Vietnam wants the TPP to be finalised as soon as possible, so it should abandon its timidity and adopt a bolder policy for equitising more SOEs. “The TPP negotiations have put pressure on SOEs to restructure if they want to be players in the global game,” said Mr Nghia. “And, clearly, authorities understand that the best way to restructure SOEs is to equitise them. With the participation of foreign strategic partners, SOEs would be more accountable and their efficiency improved.”
In order to survive amid the greater competition once the TPP is signed, SOEs must be reoriented towards being more profitable and to achieve that goal they must undergo significant change. Authorities and SOE leaders may fear that any major change could be too much of a shock for the State sector, which is used to operating in a less competitive environment. Fortunately, parties to the TPP have reached consensus on issues relating to SOEs, agreeing on a five-year grace period for Vietnam and three other countries to adjust relevant policies. This means that Vietnam has more time and will not have to implement any strict requirements on SOEs as soon as the TPP is signed.

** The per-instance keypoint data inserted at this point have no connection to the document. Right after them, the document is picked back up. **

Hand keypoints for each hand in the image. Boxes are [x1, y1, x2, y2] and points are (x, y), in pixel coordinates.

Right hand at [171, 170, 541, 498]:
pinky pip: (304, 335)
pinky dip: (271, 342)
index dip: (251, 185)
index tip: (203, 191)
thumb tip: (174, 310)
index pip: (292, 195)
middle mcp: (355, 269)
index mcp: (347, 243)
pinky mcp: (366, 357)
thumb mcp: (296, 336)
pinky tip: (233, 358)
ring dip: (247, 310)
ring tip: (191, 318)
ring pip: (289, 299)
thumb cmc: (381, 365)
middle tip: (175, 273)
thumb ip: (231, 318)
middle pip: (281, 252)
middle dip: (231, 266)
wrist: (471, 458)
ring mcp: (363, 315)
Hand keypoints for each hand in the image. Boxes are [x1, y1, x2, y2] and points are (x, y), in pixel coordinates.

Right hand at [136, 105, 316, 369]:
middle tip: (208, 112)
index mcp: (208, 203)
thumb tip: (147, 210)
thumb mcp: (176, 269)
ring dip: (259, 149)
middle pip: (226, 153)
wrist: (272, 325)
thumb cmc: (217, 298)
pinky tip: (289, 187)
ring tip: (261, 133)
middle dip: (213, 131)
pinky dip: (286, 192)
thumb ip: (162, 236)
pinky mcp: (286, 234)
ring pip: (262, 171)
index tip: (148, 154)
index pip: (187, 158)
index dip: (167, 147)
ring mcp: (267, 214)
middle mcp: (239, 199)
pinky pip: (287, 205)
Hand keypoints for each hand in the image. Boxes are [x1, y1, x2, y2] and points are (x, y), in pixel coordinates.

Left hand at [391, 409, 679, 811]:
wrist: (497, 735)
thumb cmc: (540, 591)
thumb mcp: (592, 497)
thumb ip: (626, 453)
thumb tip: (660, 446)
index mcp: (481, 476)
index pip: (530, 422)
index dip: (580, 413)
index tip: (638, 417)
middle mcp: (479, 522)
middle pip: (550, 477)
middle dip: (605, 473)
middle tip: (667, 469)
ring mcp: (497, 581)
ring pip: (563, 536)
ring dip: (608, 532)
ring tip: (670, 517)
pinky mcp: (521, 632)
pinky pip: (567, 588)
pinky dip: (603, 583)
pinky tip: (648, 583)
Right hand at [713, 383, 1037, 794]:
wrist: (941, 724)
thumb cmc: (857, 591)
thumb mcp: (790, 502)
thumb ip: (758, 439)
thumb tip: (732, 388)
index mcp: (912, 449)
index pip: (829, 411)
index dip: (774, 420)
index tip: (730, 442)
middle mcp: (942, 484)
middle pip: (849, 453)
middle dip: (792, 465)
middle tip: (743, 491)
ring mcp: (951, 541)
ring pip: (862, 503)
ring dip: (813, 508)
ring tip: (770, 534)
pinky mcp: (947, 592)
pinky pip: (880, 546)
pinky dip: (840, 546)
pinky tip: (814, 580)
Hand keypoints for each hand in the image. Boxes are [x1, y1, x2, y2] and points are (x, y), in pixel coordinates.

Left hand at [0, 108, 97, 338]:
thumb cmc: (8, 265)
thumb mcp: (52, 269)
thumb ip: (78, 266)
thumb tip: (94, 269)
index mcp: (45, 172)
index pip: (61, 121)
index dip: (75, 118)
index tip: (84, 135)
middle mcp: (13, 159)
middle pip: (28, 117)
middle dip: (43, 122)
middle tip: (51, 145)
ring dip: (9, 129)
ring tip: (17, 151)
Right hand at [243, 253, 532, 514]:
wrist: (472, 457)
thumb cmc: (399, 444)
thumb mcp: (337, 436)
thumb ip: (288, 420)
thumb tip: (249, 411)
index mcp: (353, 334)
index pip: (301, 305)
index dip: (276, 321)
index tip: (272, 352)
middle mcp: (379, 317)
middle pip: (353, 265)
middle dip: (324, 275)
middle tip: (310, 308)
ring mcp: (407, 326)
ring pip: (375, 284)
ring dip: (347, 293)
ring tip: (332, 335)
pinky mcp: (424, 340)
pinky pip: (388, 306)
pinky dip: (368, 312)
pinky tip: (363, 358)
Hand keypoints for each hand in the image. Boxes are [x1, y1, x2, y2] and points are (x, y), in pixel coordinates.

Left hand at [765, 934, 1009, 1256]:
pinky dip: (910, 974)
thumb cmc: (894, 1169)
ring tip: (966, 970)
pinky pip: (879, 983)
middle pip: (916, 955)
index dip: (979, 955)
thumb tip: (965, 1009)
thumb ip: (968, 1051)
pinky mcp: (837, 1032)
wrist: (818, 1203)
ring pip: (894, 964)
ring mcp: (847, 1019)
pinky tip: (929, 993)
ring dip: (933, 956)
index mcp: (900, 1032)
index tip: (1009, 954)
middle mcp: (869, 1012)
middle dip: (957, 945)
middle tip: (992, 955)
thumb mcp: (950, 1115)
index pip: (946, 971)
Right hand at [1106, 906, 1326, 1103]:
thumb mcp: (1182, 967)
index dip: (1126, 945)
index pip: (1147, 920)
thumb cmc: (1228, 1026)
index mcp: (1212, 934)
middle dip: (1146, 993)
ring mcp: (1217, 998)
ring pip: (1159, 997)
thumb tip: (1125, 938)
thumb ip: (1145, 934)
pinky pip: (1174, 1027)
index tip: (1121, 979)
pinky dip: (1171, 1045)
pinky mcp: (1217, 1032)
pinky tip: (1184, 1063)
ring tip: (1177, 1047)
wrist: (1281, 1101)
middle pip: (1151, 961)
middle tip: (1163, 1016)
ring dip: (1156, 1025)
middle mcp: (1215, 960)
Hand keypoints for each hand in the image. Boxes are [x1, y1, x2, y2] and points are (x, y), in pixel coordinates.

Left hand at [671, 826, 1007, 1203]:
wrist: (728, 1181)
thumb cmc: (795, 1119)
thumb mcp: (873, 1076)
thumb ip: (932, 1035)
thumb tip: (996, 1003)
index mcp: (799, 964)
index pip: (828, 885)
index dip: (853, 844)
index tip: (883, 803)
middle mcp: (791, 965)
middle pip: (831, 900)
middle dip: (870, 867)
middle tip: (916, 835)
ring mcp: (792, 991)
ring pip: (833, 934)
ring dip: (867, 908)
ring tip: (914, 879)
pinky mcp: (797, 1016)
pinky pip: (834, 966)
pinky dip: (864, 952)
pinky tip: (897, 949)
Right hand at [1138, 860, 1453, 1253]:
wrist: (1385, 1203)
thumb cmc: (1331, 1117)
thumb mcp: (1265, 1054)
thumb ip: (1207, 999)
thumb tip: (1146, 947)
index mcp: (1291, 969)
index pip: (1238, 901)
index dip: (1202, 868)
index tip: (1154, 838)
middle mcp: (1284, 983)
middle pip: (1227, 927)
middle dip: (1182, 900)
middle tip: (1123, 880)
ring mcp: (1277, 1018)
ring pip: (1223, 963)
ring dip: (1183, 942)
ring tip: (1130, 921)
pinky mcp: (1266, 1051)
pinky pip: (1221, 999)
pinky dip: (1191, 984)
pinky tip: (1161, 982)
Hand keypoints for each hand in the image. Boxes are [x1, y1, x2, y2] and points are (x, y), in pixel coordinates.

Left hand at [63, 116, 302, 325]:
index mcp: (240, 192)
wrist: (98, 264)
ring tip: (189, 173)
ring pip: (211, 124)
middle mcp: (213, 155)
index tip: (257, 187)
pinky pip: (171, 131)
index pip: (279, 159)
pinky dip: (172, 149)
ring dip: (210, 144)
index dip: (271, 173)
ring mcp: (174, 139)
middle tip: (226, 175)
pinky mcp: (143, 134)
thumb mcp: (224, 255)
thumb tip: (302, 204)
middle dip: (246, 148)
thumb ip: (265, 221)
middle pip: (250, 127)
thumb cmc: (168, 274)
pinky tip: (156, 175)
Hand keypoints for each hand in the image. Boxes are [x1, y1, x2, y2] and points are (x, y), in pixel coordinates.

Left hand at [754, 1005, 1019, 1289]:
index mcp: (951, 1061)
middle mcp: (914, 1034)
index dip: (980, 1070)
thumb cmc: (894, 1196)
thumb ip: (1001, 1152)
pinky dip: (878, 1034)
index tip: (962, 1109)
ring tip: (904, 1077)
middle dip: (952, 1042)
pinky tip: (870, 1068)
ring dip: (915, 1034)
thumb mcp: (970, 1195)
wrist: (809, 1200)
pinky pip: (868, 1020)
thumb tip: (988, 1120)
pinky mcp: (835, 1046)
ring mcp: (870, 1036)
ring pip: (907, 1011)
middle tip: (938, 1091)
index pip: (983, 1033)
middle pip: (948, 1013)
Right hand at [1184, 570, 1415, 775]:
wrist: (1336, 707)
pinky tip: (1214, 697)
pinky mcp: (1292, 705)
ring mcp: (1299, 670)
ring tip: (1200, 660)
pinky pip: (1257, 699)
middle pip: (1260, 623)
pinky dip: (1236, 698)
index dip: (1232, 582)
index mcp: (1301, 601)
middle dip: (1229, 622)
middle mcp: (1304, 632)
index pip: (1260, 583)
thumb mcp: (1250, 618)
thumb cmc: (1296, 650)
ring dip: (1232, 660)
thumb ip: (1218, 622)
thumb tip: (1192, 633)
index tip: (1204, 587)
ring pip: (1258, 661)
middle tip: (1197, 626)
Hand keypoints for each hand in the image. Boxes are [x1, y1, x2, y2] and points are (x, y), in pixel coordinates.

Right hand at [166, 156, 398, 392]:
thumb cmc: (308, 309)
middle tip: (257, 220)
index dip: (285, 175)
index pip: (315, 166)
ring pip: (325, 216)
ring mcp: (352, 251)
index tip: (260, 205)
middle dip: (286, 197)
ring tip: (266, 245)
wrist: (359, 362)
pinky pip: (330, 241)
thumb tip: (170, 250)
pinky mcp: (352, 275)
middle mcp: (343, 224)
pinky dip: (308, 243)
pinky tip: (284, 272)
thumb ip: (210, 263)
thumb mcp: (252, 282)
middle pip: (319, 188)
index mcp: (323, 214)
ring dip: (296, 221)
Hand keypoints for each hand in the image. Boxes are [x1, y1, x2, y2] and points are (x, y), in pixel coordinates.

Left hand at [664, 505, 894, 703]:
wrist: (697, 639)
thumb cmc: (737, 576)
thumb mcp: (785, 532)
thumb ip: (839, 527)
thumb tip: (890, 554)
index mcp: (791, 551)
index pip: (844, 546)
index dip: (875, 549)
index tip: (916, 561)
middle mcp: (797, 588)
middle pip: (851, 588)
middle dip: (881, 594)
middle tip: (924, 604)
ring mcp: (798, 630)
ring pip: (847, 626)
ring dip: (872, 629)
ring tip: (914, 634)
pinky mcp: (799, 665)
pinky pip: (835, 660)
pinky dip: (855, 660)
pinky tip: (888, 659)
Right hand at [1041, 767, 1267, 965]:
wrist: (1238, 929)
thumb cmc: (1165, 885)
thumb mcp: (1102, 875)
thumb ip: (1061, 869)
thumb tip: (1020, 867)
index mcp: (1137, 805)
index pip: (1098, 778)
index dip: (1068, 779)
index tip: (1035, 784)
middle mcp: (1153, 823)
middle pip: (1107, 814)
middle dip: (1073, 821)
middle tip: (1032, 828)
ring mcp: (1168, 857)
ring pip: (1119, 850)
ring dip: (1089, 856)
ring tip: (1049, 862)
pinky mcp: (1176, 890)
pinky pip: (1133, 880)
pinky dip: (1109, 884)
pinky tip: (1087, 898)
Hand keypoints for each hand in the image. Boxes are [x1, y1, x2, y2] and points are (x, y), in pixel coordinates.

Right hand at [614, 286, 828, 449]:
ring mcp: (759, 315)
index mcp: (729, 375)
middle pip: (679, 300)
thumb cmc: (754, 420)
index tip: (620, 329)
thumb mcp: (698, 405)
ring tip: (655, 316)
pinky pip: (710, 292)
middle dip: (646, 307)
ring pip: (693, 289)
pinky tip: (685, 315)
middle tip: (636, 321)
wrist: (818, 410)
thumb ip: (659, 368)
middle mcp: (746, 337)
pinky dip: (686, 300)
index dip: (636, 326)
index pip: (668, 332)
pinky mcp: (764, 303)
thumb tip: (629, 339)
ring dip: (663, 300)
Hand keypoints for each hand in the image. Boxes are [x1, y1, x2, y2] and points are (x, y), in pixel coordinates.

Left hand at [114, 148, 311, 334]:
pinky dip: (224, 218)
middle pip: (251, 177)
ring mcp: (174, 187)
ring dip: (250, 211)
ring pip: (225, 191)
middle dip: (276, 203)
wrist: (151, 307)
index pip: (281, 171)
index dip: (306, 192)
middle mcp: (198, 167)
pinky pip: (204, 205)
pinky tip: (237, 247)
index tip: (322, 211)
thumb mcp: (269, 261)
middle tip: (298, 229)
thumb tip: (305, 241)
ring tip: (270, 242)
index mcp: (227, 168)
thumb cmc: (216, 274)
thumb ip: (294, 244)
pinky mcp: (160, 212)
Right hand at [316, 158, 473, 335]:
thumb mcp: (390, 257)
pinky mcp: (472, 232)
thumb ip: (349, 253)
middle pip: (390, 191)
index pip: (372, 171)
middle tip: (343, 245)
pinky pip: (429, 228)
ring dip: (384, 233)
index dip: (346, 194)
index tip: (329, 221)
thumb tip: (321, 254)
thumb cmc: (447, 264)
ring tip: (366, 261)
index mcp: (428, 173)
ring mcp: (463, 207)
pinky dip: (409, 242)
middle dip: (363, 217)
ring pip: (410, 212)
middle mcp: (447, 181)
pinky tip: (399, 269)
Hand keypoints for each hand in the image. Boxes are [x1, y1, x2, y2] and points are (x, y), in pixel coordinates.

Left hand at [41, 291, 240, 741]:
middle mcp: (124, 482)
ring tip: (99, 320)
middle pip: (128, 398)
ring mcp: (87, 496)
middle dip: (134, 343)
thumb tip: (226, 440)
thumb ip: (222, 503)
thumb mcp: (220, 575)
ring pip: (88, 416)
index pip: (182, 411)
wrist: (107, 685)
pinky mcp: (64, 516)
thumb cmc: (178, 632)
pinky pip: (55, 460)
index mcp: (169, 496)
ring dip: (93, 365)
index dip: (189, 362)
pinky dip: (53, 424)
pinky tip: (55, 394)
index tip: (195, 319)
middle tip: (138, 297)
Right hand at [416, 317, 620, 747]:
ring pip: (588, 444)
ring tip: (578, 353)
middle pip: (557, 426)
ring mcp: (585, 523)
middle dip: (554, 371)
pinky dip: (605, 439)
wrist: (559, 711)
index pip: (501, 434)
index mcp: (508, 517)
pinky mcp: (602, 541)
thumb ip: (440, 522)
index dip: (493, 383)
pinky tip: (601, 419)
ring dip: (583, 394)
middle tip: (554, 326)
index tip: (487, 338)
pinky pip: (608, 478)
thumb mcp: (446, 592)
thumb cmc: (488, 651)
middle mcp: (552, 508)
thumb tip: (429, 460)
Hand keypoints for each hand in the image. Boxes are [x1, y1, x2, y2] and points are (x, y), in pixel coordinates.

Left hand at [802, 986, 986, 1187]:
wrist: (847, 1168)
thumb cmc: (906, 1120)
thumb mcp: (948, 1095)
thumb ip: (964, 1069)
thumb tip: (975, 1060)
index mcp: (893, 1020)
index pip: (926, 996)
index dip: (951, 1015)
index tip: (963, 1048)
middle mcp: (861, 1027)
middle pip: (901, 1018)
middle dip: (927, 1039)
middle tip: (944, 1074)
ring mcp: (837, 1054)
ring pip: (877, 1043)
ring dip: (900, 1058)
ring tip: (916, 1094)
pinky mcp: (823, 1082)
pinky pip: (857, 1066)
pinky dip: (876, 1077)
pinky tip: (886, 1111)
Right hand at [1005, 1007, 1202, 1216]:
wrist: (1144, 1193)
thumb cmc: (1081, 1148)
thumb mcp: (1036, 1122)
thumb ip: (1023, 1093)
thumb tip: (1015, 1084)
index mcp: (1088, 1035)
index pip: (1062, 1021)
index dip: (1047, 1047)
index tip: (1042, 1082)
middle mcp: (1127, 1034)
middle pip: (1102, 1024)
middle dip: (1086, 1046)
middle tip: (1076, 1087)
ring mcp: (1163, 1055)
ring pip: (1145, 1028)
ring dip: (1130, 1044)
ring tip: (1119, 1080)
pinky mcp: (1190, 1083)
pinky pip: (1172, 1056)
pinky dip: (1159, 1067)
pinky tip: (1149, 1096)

Restoring investor confidence
Economists hold the view that to restore confidence among foreign investors it is necessary for Vietnam to push for a faster and more effective SOE equitisation process. This can only come when more successful and well-managed SOEs are available to foreign investors, allowing them to be truly confident when putting their money down.
The case of Vinamilk is clear evidence of how equitised SOEs can become successful after allowing foreign participation to increase to 49 per cent. The dairy giant has recorded average annual growth of 35 per cent and each year pays around VND1,000 - 1,500 billion ($47.6 - $71.4 million) in dividends to the State budget. “Vinamilk has come a long way since it planned its equitisation in 2003, thanks to real innovation in corporate governance and fundamental changes in business thinking,” said Mr Nghia. “A large commitment of State resources, deep internal restructuring and assistance from foreign strategic investors helped it to greatly improve its performance.”
It’s true that foreign investors are interested in large and successful SOEs but it’s also true that there are far too few such investments available. After charming investors for more than a decade, the last few years have seen investor confidence in Vietnam head south, due largely to high bad debts and loss-making SOEs battering the economy. There is no better way to win back investor confidence than to resume the sale of leading SOEs.
The pressure on Vietnam to speed up the SOE equitisation process is clearly significant. If the government is serious about bringing spending down in line with revenues then equitisation is a particularly useful tool. It would allow the country to balance its budget and improve economic efficiency by boosting the competitiveness of SOEs and by introducing foreign capital, skills and technology to newly-equitised assets.